We didn’t let him drive the combine.

This year has been very wet. The rape stems will still be damp at the bottom, so last thing you want to do is take that all into the combine and then have unblock it.

And rape when it is ripe will just spray everywhere. The rape pod as dries becomes spring loaded and just a slight movement or touch will send seed flying everywhere. A bit of wind or a shower of rain and the seed is all on the ground.

Hence the need to combine it as soon as the pods are just becoming ripe. So I would suggest it has been deliberately high to get the pods and reduce the wet straw going through the combine.

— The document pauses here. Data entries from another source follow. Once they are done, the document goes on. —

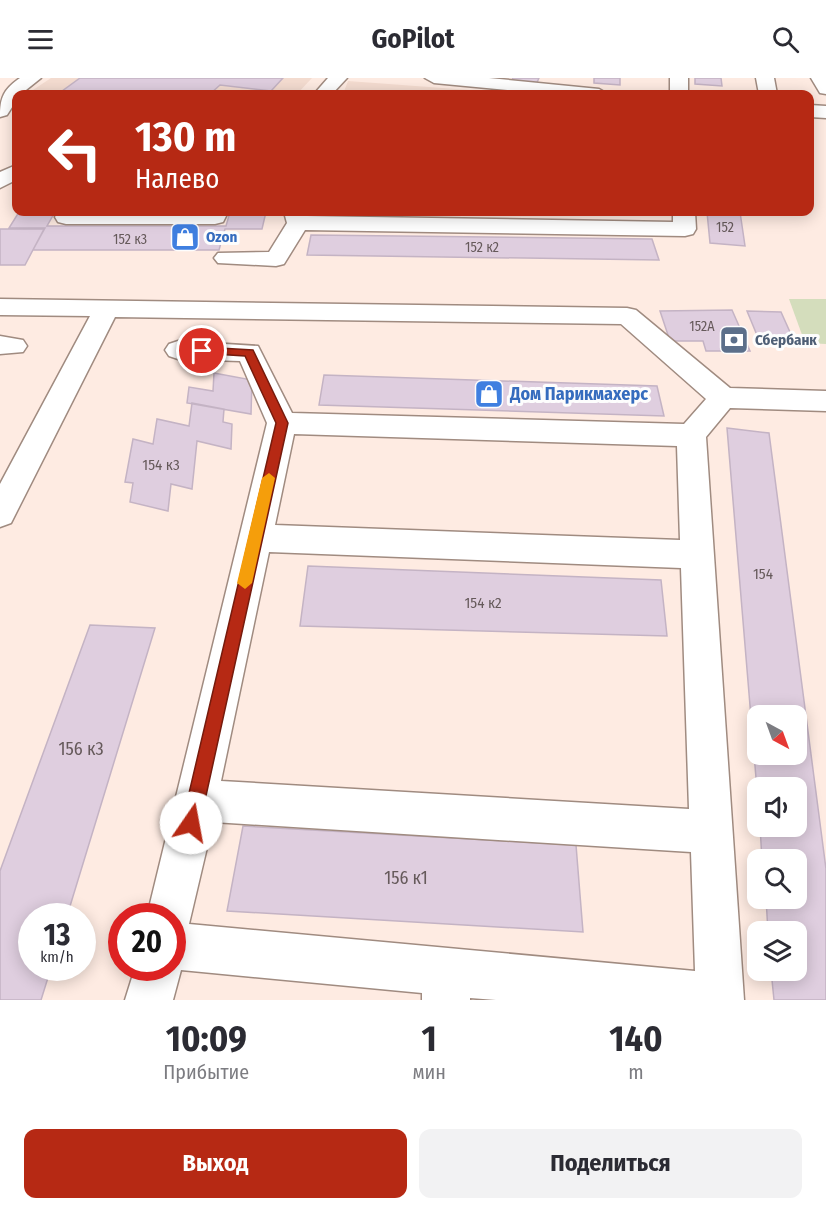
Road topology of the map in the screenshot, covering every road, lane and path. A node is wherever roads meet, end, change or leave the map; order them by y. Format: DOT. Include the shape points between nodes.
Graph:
graph roads {
  1 [pos="32,78"];
  2 [pos="338,78"];
  3 [pos="434,78"];
  4 [pos="820,78"];
  5 [pos="499,81"];
  6 [pos="826,89"];
  7 [pos="15,90"];
  8 [pos="327,90"];
  9 [pos="568,90"];
  10 [pos="12,94"];
  11 [pos="0,111"];
  12 [pos="67,216"];
  13 [pos="215,216"];
  14 [pos="684,216"];
  15 [pos="297,217"];
  16 [pos="226,258"];
  17 [pos="651,300"];
  18 [pos="0,307"];
  19 [pos="107,308"];
  20 [pos="627,316"];
  21 [pos="178,350"];
  22 [pos="723,398"];
  23 [pos="826,402"];
  24 [pos="282,423"];
  25 [pos="691,435"];
  26 [pos="0,514"];
  27 [pos="255,538"];
  28 [pos="697,555"];
  29 [pos="196,800"];
  30 [pos="712,832"];
  31 [pos="173,903"];
  32 [pos="186,948"];
  33 [pos="154,981"];
  34 [pos="446,985"];
  35 [pos="720,998"];
  36 [pos="149,1000"];
  1 -- 7 [label="street"];
  2 -- 8 [label="street"];
  3 -- 5 [label="street"];
  4 -- 6 [label="street"];
  5 -- 9 [label="street"];
  10 -- 11 [label="street"];
  12 -- 13 [label="street"];
  14 -- 15 [label="street" via="685,229"];
  15 -- 16 [label="street" via="276,260"];
  17 -- 20 [label="street"];
  18 -- 19 [label="street"];
  19 -- 20 [label="street"];
  19 -- 26 [label="street"];
  20 -- 22 [label="street"];
  21 -- 24 [label="street" via="249,352"];
  22 -- 23 [label="street"];
  22 -- 25 [label="street"];
  24 -- 25 [label="street"];
  24 -- 27 [label="street"];
  25 -- 28 [label="street"];
  27 -- 28 [label="street"];
  27 -- 29 [label="street"];
  28 -- 30 [label="street"];
  29 -- 30 [label="street"];
  29 -- 31 [label="street"];
  30 -- 35 [label="street"];
  32 -- 34 [label="street"];
  33 -- 36 [label="street"];
  34 -- 35 [label="street"];
}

I very much doubt any thought has been given to other activities in the field post combining.

You will want to leave the field for a while to let any fallen seed to chit. And topping it will be low on the list of jobs to do until harvest is done. You also want to let any remaining standing straw dry out so that it breaks down when you top it, or run a set of disks over it.
 
If it is anything like the farm where I work and with the new policy of min till the fields will be direct drilled with winter cover crop or sprayed with Roundup after the seed has chitted and direct drilled with winter wheat. Saving cultivations, time and fuel. It all now seems to be about locking in the carbon and looking after the worms. Just be careful about driving over rape stubble as it can and will rip off wires !! We did used to mow it, but you needed a pocket full of Linch pins. On a positive note it is great for Hare numbers as Poachers are reluctant to drive on the fields.
 
Many years ago made the mistake of driving my Mini van across a rape stubble. Didn’t go well ended up with a rape stalk through the bottom of the radiator.